**WORK ORDER**
Copy out every record exactly.

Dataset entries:
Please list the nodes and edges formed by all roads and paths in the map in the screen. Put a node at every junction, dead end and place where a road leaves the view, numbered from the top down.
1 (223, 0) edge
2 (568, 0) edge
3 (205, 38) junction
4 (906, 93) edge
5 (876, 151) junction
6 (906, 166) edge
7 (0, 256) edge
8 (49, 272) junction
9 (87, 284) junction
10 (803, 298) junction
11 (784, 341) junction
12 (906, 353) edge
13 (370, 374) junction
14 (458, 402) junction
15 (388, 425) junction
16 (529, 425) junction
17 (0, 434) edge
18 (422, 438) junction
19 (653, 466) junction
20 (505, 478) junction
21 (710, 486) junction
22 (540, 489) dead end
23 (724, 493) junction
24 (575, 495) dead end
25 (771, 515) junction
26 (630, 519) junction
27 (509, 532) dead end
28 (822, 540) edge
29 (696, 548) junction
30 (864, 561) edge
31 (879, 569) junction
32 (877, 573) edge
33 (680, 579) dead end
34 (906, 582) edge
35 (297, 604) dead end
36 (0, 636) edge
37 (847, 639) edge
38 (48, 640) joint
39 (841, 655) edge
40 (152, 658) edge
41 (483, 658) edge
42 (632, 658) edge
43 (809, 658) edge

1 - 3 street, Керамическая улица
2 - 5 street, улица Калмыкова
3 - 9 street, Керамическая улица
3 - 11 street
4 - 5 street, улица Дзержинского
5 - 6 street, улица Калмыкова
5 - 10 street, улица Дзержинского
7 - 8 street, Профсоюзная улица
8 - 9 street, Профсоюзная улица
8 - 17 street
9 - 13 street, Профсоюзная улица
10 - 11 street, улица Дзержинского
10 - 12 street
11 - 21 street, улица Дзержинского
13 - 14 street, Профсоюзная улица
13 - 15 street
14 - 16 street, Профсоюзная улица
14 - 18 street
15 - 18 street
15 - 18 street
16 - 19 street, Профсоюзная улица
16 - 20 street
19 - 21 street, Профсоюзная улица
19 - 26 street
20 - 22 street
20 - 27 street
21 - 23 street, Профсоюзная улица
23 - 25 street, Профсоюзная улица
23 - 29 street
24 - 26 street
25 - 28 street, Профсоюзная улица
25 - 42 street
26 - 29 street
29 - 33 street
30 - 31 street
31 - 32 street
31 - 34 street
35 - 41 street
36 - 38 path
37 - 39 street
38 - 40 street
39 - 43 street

**TASK RESPONSE**
Please list the nodes and edges formed by all roads and paths in the map in the screen. Put a node at every junction, dead end and place where a road leaves the view, numbered from the top down.
1 (223, 0) edge
2 (568, 0) edge
3 (205, 38) junction
4 (906, 93) edge
5 (876, 151) junction
6 (906, 166) edge
7 (0, 256) edge
8 (49, 272) junction
9 (87, 284) junction
10 (803, 298) junction
11 (784, 341) junction
12 (906, 353) edge
13 (370, 374) junction
14 (458, 402) junction
15 (388, 425) junction
16 (529, 425) junction
17 (0, 434) edge
18 (422, 438) junction
19 (653, 466) junction
20 (505, 478) junction
21 (710, 486) junction
22 (540, 489) dead end
23 (724, 493) junction
24 (575, 495) dead end
25 (771, 515) junction
26 (630, 519) junction
27 (509, 532) dead end
28 (822, 540) edge
29 (696, 548) junction
30 (864, 561) edge
31 (879, 569) junction
32 (877, 573) edge
33 (680, 579) dead end
34 (906, 582) edge
35 (297, 604) dead end
36 (0, 636) edge
37 (847, 639) edge
38 (48, 640) joint
39 (841, 655) edge
40 (152, 658) edge
41 (483, 658) edge
42 (632, 658) edge
43 (809, 658) edge

1 - 3 street, Керамическая улица
2 - 5 street, улица Калмыкова
3 - 9 street, Керамическая улица
3 - 11 street
4 - 5 street, улица Дзержинского
5 - 6 street, улица Калмыкова
5 - 10 street, улица Дзержинского
7 - 8 street, Профсоюзная улица
8 - 9 street, Профсоюзная улица
8 - 17 street
9 - 13 street, Профсоюзная улица
10 - 11 street, улица Дзержинского
10 - 12 street
11 - 21 street, улица Дзержинского
13 - 14 street, Профсоюзная улица
13 - 15 street
14 - 16 street, Профсоюзная улица
14 - 18 street
15 - 18 street
15 - 18 street
16 - 19 street, Профсоюзная улица
16 - 20 street
19 - 21 street, Профсоюзная улица
19 - 26 street
20 - 22 street
20 - 27 street
21 - 23 street, Профсоюзная улица
23 - 25 street, Профсоюзная улица
23 - 29 street
24 - 26 street
25 - 28 street, Профсоюзная улица
25 - 42 street
26 - 29 street
29 - 33 street
30 - 31 street
31 - 32 street
31 - 34 street
35 - 41 street
36 - 38 path
37 - 39 street
38 - 40 street
39 - 43 street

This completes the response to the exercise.